そんな中で、ヘルガ一人だけが微笑んでいる。


「風に乗れるのなら、風が声を届けてくれるのかもね」

「まあ、いい……」


 あっさりとカズミは切り替える。


「おまえが魔力の影響を受けないのは?」

「それは、わからない。とてつもない魔力に触れた拒絶反応かもしれない」

「拒絶反応で……術技を使えなくなった……?」


 段々と頭が痛くなる気がするカズミだった。結局は、何もわからないと言って良かったのである。尋ねる事は、もう一つ残っていた。


「ディアは何者なんだ?」

「大地の精霊……かな」

「はぁ?」

「魔獣が闊歩し、魔力も溢れている世界だ。精霊がいても、おかしくはないと思うけどな。で、俺は三年前にディアが囚われていた場所に、足を踏み入れてしまった。いや、迷い込んだと言った方がいいな」


 笑って言うカズヤに、カズミは頭を抱え込みたくなって来る。


「で、おまえは魔獣と戦い、ディアを救った、か」


 魔獣ではなかったんだが……ややこしくなると思って、それは言わない事にするカズヤだった。

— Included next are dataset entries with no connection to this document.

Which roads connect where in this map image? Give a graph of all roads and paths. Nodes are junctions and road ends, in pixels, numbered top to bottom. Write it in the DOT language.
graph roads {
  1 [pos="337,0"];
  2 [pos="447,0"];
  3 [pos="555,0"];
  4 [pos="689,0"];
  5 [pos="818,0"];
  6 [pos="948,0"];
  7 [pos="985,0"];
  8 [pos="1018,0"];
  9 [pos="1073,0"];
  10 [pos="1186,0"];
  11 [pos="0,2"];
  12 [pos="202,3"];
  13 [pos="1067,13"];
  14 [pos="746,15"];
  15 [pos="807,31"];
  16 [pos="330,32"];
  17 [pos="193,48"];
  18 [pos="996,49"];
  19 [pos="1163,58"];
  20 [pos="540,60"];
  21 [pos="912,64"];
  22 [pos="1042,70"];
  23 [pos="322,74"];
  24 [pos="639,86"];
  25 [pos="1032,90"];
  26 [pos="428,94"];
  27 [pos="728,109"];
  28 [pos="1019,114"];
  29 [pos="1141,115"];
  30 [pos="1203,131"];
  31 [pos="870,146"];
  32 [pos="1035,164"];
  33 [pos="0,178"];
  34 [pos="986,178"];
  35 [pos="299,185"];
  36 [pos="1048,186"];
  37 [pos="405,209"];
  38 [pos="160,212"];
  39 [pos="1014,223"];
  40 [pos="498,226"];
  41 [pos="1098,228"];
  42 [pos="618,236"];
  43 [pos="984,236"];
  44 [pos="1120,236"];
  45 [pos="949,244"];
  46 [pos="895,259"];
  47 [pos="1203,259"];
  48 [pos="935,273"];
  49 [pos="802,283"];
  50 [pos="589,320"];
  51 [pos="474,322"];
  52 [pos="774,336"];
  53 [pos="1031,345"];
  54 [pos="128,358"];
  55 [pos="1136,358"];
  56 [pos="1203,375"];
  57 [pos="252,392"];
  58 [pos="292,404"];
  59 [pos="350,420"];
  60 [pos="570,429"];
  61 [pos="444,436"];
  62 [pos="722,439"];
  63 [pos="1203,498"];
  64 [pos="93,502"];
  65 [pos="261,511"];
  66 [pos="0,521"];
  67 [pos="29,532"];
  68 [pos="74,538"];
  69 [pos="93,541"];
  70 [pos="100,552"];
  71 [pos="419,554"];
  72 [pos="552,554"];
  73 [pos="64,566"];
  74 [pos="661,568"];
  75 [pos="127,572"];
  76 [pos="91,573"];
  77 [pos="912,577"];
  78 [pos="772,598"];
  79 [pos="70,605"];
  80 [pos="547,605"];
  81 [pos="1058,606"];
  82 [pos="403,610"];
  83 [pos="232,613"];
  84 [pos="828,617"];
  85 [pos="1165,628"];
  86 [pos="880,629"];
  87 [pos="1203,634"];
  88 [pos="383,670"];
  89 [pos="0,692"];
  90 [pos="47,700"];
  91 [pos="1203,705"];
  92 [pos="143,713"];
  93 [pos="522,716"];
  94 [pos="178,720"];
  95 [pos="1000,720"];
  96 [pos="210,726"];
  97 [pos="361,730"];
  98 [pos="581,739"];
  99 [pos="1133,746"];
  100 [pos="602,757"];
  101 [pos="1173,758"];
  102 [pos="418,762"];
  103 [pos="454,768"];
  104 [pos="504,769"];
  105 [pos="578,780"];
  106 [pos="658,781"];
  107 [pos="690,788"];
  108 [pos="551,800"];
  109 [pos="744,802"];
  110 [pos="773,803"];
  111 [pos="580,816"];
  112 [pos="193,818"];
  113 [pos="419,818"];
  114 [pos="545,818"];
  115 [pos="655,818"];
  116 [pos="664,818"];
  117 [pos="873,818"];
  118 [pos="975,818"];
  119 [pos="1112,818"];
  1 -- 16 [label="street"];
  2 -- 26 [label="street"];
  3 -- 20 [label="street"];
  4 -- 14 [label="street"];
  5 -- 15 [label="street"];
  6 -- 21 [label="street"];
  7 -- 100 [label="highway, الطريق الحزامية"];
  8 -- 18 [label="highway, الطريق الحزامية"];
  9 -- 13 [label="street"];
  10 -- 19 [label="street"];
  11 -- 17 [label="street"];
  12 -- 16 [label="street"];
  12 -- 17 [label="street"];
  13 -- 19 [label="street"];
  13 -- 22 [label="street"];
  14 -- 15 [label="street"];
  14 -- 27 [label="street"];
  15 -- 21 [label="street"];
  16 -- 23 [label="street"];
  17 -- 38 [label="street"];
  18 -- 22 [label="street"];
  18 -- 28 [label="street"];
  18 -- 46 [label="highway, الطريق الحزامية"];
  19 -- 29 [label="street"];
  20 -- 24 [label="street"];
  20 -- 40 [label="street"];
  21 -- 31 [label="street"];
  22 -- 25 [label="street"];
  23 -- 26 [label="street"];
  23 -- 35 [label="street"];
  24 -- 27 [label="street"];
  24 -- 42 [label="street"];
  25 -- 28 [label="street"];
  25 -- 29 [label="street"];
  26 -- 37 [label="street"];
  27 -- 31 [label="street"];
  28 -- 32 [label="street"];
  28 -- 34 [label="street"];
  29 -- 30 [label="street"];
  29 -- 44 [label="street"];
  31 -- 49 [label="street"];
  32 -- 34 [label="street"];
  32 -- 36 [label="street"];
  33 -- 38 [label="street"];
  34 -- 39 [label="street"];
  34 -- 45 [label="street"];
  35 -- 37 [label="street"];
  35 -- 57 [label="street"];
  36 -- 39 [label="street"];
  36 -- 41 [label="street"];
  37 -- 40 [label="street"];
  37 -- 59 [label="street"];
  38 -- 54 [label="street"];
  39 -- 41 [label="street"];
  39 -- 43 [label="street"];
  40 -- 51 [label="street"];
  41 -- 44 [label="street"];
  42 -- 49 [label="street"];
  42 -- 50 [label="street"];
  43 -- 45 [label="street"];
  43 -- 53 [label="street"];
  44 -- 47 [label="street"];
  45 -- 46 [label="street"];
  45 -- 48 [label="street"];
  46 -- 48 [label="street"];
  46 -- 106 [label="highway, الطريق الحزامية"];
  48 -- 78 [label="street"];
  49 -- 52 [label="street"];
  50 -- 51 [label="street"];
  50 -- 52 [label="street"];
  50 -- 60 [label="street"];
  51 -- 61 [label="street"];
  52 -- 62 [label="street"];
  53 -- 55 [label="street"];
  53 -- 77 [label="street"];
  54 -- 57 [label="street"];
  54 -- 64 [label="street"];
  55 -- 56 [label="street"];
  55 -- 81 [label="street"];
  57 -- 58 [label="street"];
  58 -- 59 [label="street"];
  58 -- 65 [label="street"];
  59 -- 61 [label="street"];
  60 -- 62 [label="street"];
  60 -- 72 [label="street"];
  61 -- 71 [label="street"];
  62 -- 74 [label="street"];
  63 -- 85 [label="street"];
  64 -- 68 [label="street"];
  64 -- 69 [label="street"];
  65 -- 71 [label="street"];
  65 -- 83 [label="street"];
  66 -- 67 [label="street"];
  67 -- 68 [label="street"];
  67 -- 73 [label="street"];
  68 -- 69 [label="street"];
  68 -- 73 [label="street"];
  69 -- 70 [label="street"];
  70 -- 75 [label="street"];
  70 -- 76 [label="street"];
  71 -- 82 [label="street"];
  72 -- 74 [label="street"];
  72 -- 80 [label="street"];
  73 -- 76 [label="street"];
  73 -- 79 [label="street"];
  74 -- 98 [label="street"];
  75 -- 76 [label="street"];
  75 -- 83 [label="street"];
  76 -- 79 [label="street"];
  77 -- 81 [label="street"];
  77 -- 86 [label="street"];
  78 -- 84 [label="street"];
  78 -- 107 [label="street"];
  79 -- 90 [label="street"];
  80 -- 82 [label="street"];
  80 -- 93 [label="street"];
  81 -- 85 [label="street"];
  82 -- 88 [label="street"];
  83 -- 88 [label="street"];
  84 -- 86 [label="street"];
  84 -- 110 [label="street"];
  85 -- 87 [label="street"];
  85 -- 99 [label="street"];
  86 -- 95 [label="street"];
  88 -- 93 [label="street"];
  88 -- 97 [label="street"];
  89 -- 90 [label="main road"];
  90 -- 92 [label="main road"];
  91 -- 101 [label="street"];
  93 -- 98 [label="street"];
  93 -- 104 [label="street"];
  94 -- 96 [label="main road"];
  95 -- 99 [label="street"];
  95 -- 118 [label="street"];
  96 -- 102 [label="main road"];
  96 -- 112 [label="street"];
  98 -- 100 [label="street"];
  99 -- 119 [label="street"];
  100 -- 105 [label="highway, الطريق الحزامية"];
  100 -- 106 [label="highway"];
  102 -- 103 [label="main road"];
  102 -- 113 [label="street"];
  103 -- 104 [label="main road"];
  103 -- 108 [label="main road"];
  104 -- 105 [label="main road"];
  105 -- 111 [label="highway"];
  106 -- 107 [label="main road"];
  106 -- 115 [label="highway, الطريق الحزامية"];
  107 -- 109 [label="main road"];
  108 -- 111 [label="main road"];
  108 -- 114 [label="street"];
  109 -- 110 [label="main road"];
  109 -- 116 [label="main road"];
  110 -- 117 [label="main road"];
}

「結果的には、そうなる。その時に『あなたを祝福する』と言われ、それ以来、俺は回復するのが早くなった」


 くつくつと笑い出したのはハヤトで、噴き出しそうなのはサヤカである。


「さすがはアキエ姉さんが、救った事だけはあるわね」


 驚くと同時に、カズミは納得していた。だから『硬二重障壁』を知っていたのかと。


「結城カズヤ、ヘルガ・オルディス」


 学院長が二人の名を呼んだ。


「両名を現時点で退学とする」

「学院長!」


 カズミが詰め寄ろうとする。


「『騎士』としての資質に欠け、独断で行動し、周りの『騎士』を死に追いやる」


 学院長はカズミだけでなく、他の候補生の顔も見ていた。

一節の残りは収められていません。